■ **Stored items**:
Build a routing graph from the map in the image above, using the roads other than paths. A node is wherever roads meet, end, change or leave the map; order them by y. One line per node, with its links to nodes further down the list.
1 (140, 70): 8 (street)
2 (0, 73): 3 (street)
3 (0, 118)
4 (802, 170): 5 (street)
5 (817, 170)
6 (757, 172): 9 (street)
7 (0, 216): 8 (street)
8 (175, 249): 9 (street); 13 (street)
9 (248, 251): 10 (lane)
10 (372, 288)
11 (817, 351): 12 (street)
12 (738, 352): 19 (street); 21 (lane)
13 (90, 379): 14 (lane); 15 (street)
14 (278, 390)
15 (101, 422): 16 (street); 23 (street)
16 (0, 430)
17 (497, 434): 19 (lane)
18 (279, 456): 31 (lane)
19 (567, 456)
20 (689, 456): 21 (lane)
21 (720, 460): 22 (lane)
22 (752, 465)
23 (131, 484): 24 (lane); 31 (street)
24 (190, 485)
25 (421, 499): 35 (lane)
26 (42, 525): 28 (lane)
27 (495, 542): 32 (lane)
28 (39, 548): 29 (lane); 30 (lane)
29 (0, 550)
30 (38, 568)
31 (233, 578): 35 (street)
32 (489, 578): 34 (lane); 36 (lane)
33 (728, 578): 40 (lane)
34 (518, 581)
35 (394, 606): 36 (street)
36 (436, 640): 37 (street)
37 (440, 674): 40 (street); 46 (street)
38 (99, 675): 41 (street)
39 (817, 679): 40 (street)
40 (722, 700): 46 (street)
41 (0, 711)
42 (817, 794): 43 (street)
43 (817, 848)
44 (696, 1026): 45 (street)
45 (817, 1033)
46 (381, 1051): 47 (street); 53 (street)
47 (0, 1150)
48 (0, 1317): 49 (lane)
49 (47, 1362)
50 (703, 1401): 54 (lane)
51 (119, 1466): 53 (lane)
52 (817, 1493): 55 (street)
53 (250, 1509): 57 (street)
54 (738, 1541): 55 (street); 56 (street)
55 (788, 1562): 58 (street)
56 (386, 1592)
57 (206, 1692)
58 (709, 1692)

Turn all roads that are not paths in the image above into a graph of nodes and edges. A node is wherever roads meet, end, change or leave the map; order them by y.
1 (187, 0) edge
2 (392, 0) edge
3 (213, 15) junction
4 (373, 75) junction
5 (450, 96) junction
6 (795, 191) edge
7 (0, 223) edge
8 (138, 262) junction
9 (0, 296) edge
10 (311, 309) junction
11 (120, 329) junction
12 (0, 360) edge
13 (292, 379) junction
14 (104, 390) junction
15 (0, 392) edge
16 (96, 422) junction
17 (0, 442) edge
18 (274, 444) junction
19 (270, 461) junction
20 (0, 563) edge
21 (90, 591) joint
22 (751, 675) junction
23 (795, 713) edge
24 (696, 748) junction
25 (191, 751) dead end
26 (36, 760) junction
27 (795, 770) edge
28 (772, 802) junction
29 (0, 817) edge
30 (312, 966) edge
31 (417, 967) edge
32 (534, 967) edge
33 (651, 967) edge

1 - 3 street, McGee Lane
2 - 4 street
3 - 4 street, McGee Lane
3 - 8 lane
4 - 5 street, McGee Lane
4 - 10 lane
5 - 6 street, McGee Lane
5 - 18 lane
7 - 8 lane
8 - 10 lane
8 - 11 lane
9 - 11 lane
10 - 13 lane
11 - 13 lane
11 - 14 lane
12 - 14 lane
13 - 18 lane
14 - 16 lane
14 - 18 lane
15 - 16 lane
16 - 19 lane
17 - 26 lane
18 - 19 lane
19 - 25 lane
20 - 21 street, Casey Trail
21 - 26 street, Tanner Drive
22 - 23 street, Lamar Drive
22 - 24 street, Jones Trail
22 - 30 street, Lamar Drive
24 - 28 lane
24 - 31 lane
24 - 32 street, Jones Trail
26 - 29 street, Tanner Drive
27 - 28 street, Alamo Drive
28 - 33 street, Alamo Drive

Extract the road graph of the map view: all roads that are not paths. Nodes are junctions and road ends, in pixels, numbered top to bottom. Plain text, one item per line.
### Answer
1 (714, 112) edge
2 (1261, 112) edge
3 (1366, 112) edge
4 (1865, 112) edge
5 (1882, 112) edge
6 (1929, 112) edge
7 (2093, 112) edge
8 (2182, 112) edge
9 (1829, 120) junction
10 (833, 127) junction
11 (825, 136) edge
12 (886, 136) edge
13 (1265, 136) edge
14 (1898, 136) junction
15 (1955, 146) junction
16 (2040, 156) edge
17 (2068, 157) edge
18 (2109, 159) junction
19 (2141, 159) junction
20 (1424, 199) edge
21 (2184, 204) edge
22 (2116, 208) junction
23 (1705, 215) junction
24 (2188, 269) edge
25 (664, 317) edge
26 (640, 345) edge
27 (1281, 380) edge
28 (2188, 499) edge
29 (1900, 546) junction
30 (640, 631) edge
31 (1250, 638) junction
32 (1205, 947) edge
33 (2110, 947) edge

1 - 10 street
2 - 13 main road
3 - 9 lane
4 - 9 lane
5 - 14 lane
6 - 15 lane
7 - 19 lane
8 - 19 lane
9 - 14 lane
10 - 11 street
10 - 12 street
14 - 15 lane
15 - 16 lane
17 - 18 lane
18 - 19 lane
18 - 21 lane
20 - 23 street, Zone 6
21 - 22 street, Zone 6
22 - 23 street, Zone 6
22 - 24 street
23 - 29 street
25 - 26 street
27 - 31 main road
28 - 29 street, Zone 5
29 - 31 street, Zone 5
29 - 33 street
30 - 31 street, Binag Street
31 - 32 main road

■ **Work to be completed**:
Exact copies of all the entries above are required.

■ **Reply**:
Build a routing graph from the map in the image above, using the roads other than paths. A node is wherever roads meet, end, change or leave the map; order them by y. One line per node, with its links to nodes further down the list.
1 (140, 70): 8 (street)
2 (0, 73): 3 (street)
3 (0, 118)
4 (802, 170): 5 (street)
5 (817, 170)
6 (757, 172): 9 (street)
7 (0, 216): 8 (street)
8 (175, 249): 9 (street); 13 (street)
9 (248, 251): 10 (lane)
10 (372, 288)
11 (817, 351): 12 (street)
12 (738, 352): 19 (street); 21 (lane)
13 (90, 379): 14 (lane); 15 (street)
14 (278, 390)
15 (101, 422): 16 (street); 23 (street)
16 (0, 430)
17 (497, 434): 19 (lane)
18 (279, 456): 31 (lane)
19 (567, 456)
20 (689, 456): 21 (lane)
21 (720, 460): 22 (lane)
22 (752, 465)
23 (131, 484): 24 (lane); 31 (street)
24 (190, 485)
25 (421, 499): 35 (lane)
26 (42, 525): 28 (lane)
27 (495, 542): 32 (lane)
28 (39, 548): 29 (lane); 30 (lane)
29 (0, 550)
30 (38, 568)
31 (233, 578): 35 (street)
32 (489, 578): 34 (lane); 36 (lane)
33 (728, 578): 40 (lane)
34 (518, 581)
35 (394, 606): 36 (street)
36 (436, 640): 37 (street)
37 (440, 674): 40 (street); 46 (street)
38 (99, 675): 41 (street)
39 (817, 679): 40 (street)
40 (722, 700): 46 (street)
41 (0, 711)
42 (817, 794): 43 (street)
43 (817, 848)
44 (696, 1026): 45 (street)
45 (817, 1033)
46 (381, 1051): 47 (street); 53 (street)
47 (0, 1150)
48 (0, 1317): 49 (lane)
49 (47, 1362)
50 (703, 1401): 54 (lane)
51 (119, 1466): 53 (lane)
52 (817, 1493): 55 (street)
53 (250, 1509): 57 (street)
54 (738, 1541): 55 (street); 56 (street)
55 (788, 1562): 58 (street)
56 (386, 1592)
57 (206, 1692)
58 (709, 1692)

Turn all roads that are not paths in the image above into a graph of nodes and edges. A node is wherever roads meet, end, change or leave the map; order them by y.
1 (187, 0) edge
2 (392, 0) edge
3 (213, 15) junction
4 (373, 75) junction
5 (450, 96) junction
6 (795, 191) edge
7 (0, 223) edge
8 (138, 262) junction
9 (0, 296) edge
10 (311, 309) junction
11 (120, 329) junction
12 (0, 360) edge
13 (292, 379) junction
14 (104, 390) junction
15 (0, 392) edge
16 (96, 422) junction
17 (0, 442) edge
18 (274, 444) junction
19 (270, 461) junction
20 (0, 563) edge
21 (90, 591) joint
22 (751, 675) junction
23 (795, 713) edge
24 (696, 748) junction
25 (191, 751) dead end
26 (36, 760) junction
27 (795, 770) edge
28 (772, 802) junction
29 (0, 817) edge
30 (312, 966) edge
31 (417, 967) edge
32 (534, 967) edge
33 (651, 967) edge

1 - 3 street, McGee Lane
2 - 4 street
3 - 4 street, McGee Lane
3 - 8 lane
4 - 5 street, McGee Lane
4 - 10 lane
5 - 6 street, McGee Lane
5 - 18 lane
7 - 8 lane
8 - 10 lane
8 - 11 lane
9 - 11 lane
10 - 13 lane
11 - 13 lane
11 - 14 lane
12 - 14 lane
13 - 18 lane
14 - 16 lane
14 - 18 lane
15 - 16 lane
16 - 19 lane
17 - 26 lane
18 - 19 lane
19 - 25 lane
20 - 21 street, Casey Trail
21 - 26 street, Tanner Drive
22 - 23 street, Lamar Drive
22 - 24 street, Jones Trail
22 - 30 street, Lamar Drive
24 - 28 lane
24 - 31 lane
24 - 32 street, Jones Trail
26 - 29 street, Tanner Drive
27 - 28 street, Alamo Drive
28 - 33 street, Alamo Drive

Extract the road graph of the map view: all roads that are not paths. Nodes are junctions and road ends, in pixels, numbered top to bottom. Plain text, one item per line.
### Answer
1 (714, 112) edge
2 (1261, 112) edge
3 (1366, 112) edge
4 (1865, 112) edge
5 (1882, 112) edge
6 (1929, 112) edge
7 (2093, 112) edge
8 (2182, 112) edge
9 (1829, 120) junction
10 (833, 127) junction
11 (825, 136) edge
12 (886, 136) edge
13 (1265, 136) edge
14 (1898, 136) junction
15 (1955, 146) junction
16 (2040, 156) edge
17 (2068, 157) edge
18 (2109, 159) junction
19 (2141, 159) junction
20 (1424, 199) edge
21 (2184, 204) edge
22 (2116, 208) junction
23 (1705, 215) junction
24 (2188, 269) edge
25 (664, 317) edge
26 (640, 345) edge
27 (1281, 380) edge
28 (2188, 499) edge
29 (1900, 546) junction
30 (640, 631) edge
31 (1250, 638) junction
32 (1205, 947) edge
33 (2110, 947) edge

1 - 10 street
2 - 13 main road
3 - 9 lane
4 - 9 lane
5 - 14 lane
6 - 15 lane
7 - 19 lane
8 - 19 lane
9 - 14 lane
10 - 11 street
10 - 12 street
14 - 15 lane
15 - 16 lane
17 - 18 lane
18 - 19 lane
18 - 21 lane
20 - 23 street, Zone 6
21 - 22 street, Zone 6
22 - 23 street, Zone 6
22 - 24 street
23 - 29 street
25 - 26 street
27 - 31 main road
28 - 29 street, Zone 5
29 - 31 street, Zone 5
29 - 33 street
30 - 31 street, Binag Street
31 - 32 main road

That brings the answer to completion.